Microorganisms and Fermentation


Although baking bread, brewing beer and making cheese and making cheese has been going on for centuries, the scientific study of these biochemical processes is less than 200 years old. Clues to understanding fermentation emerged in the seventeenth century when Dutch experimentalist Anton Van Leeuwenhoek discovered microorganisms using his microscope. He unraveled the chemical basis of the process of fermentation using analytical techniques for the estimation of carbon dioxide. Two centuries later, in 1857, a French scientist Louis Pasteur published his first report on lactic acid formation from sugar by fermentation. He published a detailed report on alcohol fermentation later in 1860. In this report, he revealed some of the complex physiological processes that happen during fermentation. He proved that fermentation is the consequence of anaerobic life and identified three types of fermentation.
  • Fermentation which generates gas.
  • Fermentation that results in alcohol.

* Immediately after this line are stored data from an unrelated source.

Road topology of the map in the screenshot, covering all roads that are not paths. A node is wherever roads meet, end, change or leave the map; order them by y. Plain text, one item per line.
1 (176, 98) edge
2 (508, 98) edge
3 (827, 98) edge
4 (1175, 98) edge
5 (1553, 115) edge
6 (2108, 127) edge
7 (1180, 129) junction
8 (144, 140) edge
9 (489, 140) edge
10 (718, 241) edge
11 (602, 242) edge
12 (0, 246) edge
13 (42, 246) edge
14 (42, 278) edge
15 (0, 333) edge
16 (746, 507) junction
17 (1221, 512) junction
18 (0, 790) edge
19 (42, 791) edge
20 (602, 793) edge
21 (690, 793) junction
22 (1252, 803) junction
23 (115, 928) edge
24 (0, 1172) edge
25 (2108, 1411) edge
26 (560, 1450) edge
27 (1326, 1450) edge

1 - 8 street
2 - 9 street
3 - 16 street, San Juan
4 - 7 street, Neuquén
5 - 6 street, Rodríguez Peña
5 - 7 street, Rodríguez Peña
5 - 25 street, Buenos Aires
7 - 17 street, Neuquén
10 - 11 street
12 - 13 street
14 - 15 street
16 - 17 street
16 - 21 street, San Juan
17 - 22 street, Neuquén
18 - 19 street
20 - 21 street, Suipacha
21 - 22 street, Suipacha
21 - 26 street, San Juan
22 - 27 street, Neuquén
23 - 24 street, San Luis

  • Fermentation which results in acids.
At the end of the nineteenth century, Eduard Buchner observed the formation of ethanol and carbon dioxide when cell-free extract of yeast was added to an aqueous solution of sugars. Thus, he proved that cells are not essential for the fermentation process and the components responsible for the process are dissolved in the extract. He named that substance ‘Zymase’. The fermentation process was modified in Germany during World War I to produce glycerine for making the explosive nitroglycerine. Similarly, military armament programs discovered new technologies in food and chemical industries which helped them win battles in the First World War. For example, they used the bacteria that converts corn or molasses into acetone for making the explosive cordite. While biotechnology helped kill soldiers, it also cured them. Sir Alexander Fleming’s discovery of penicillin the first antibiotic, proved highly successful in treating wounded soldiers.